Retype the records below exactly. Leave nothing out.

- Opening Delimiter -

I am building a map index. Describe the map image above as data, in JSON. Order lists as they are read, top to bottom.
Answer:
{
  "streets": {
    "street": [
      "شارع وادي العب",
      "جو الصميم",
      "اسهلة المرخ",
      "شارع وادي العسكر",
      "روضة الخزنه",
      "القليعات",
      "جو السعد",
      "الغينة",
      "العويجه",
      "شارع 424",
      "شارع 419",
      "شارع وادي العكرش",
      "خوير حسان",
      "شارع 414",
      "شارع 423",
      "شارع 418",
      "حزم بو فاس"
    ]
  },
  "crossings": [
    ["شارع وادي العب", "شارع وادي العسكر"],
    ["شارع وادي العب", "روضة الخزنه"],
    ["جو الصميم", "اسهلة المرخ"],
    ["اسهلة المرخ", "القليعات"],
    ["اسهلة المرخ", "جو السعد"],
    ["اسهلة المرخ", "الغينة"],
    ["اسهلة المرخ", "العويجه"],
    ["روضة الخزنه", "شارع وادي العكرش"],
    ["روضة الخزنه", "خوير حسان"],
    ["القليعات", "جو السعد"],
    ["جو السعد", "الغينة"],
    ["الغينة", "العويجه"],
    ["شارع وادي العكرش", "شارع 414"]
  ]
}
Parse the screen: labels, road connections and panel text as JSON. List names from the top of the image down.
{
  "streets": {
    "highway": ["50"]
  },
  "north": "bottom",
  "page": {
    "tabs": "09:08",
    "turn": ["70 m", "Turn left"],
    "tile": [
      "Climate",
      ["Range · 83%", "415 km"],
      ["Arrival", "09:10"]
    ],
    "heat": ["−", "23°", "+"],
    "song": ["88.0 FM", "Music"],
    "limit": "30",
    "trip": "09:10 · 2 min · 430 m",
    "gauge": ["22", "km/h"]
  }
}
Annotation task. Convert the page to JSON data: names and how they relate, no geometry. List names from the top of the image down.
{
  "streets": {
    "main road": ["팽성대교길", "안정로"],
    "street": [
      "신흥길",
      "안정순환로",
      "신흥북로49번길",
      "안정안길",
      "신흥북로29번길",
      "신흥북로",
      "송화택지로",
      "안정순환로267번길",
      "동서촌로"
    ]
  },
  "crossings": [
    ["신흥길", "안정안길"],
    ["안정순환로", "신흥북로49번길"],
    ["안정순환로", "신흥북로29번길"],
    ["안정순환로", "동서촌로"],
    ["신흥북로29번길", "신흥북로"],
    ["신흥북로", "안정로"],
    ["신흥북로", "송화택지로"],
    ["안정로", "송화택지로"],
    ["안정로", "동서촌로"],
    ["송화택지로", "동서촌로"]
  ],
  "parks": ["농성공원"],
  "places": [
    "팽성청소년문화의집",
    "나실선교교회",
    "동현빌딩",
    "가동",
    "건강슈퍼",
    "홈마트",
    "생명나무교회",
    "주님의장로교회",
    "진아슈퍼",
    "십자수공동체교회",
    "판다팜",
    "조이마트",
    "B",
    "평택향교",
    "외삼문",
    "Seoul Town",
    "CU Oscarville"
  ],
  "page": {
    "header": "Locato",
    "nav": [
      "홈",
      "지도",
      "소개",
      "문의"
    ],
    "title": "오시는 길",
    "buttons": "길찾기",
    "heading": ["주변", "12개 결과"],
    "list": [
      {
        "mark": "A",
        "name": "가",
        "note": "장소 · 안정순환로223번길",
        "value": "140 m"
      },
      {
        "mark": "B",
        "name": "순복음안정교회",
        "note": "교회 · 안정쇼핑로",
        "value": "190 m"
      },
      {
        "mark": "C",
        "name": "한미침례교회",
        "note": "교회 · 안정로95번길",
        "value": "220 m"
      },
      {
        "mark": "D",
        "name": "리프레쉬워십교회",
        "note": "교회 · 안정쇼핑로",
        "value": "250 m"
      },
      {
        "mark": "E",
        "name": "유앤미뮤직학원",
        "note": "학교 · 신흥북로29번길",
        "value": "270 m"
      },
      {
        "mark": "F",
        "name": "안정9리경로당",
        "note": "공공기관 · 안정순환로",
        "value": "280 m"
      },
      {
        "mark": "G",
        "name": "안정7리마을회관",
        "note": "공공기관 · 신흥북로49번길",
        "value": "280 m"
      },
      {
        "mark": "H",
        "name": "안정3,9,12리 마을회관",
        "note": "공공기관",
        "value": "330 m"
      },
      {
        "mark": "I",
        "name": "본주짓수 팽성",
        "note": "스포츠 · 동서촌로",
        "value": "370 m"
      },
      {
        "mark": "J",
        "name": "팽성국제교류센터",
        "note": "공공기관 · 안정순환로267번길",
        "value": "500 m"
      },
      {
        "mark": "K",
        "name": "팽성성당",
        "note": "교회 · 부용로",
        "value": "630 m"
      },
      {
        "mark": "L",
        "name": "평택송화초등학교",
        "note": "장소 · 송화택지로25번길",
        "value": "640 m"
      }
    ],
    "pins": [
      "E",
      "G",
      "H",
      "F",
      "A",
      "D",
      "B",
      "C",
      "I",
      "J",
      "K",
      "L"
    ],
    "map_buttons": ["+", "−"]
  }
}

- Closing Delimiter -

**Finished exercise:**
I am building a map index. Describe the map image above as data, in JSON. Order lists as they are read, top to bottom.
Answer:
{
  "streets": {
    "street": [
      "شارع وادي العب",
      "جو الصميم",
      "اسهلة المرخ",
      "شارع وادي العسكر",
      "روضة الخزنه",
      "القليعات",
      "جو السعد",
      "الغينة",
      "العويجه",
      "شارع 424",
      "شارع 419",
      "شارع وادي العكرش",
      "خوير حسان",
      "شارع 414",
      "شارع 423",
      "شارع 418",
      "حزم بو فاس"
    ]
  },
  "crossings": [
    ["شارع وادي العب", "شارع وادي العسكر"],
    ["شارع وادي العب", "روضة الخزنه"],
    ["جو الصميم", "اسهلة المرخ"],
    ["اسهلة المرخ", "القليعات"],
    ["اسهلة المرخ", "جو السعد"],
    ["اسهلة المرخ", "الغينة"],
    ["اسهلة المرخ", "العويجه"],
    ["روضة الخزنه", "شارع وادي العكرش"],
    ["روضة الخزنه", "خوير حسان"],
    ["القليعات", "جو السعد"],
    ["جو السعد", "الغينة"],
    ["الغينة", "العويجه"],
    ["شارع وادي العكرش", "شارع 414"]
  ]
}
Parse the screen: labels, road connections and panel text as JSON. List names from the top of the image down.
{
  "streets": {
    "highway": ["50"]
  },
  "north": "bottom",
  "page": {
    "tabs": "09:08",
    "turn": ["70 m", "Turn left"],
    "tile": [
      "Climate",
      ["Range · 83%", "415 km"],
      ["Arrival", "09:10"]
    ],
    "heat": ["−", "23°", "+"],
    "song": ["88.0 FM", "Music"],
    "limit": "30",
    "trip": "09:10 · 2 min · 430 m",
    "gauge": ["22", "km/h"]
  }
}
Annotation task. Convert the page to JSON data: names and how they relate, no geometry. List names from the top of the image down.
{
  "streets": {
    "main road": ["팽성대교길", "안정로"],
    "street": [
      "신흥길",
      "안정순환로",
      "신흥북로49번길",
      "안정안길",
      "신흥북로29번길",
      "신흥북로",
      "송화택지로",
      "안정순환로267번길",
      "동서촌로"
    ]
  },
  "crossings": [
    ["신흥길", "안정안길"],
    ["안정순환로", "신흥북로49번길"],
    ["안정순환로", "신흥북로29번길"],
    ["안정순환로", "동서촌로"],
    ["신흥북로29번길", "신흥북로"],
    ["신흥북로", "안정로"],
    ["신흥북로", "송화택지로"],
    ["안정로", "송화택지로"],
    ["안정로", "동서촌로"],
    ["송화택지로", "동서촌로"]
  ],
  "parks": ["농성공원"],
  "places": [
    "팽성청소년문화의집",
    "나실선교교회",
    "동현빌딩",
    "가동",
    "건강슈퍼",
    "홈마트",
    "생명나무교회",
    "주님의장로교회",
    "진아슈퍼",
    "십자수공동체교회",
    "판다팜",
    "조이마트",
    "B",
    "평택향교",
    "외삼문",
    "Seoul Town",
    "CU Oscarville"
  ],
  "page": {
    "header": "Locato",
    "nav": [
      "홈",
      "지도",
      "소개",
      "문의"
    ],
    "title": "오시는 길",
    "buttons": "길찾기",
    "heading": ["주변", "12개 결과"],
    "list": [
      {
        "mark": "A",
        "name": "가",
        "note": "장소 · 안정순환로223번길",
        "value": "140 m"
      },
      {
        "mark": "B",
        "name": "순복음안정교회",
        "note": "교회 · 안정쇼핑로",
        "value": "190 m"
      },
      {
        "mark": "C",
        "name": "한미침례교회",
        "note": "교회 · 안정로95번길",
        "value": "220 m"
      },
      {
        "mark": "D",
        "name": "리프레쉬워십교회",
        "note": "교회 · 안정쇼핑로",
        "value": "250 m"
      },
      {
        "mark": "E",
        "name": "유앤미뮤직학원",
        "note": "학교 · 신흥북로29번길",
        "value": "270 m"
      },
      {
        "mark": "F",
        "name": "안정9리경로당",
        "note": "공공기관 · 안정순환로",
        "value": "280 m"
      },
      {
        "mark": "G",
        "name": "안정7리마을회관",
        "note": "공공기관 · 신흥북로49번길",
        "value": "280 m"
      },
      {
        "mark": "H",
        "name": "안정3,9,12리 마을회관",
        "note": "공공기관",
        "value": "330 m"
      },
      {
        "mark": "I",
        "name": "본주짓수 팽성",
        "note": "스포츠 · 동서촌로",
        "value": "370 m"
      },
      {
        "mark": "J",
        "name": "팽성국제교류센터",
        "note": "공공기관 · 안정순환로267번길",
        "value": "500 m"
      },
      {
        "mark": "K",
        "name": "팽성성당",
        "note": "교회 · 부용로",
        "value": "630 m"
      },
      {
        "mark": "L",
        "name": "평택송화초등학교",
        "note": "장소 · 송화택지로25번길",
        "value": "640 m"
      }
    ],
    "pins": [
      "E",
      "G",
      "H",
      "F",
      "A",
      "D",
      "B",
      "C",
      "I",
      "J",
      "K",
      "L"
    ],
    "map_buttons": ["+", "−"]
  }
}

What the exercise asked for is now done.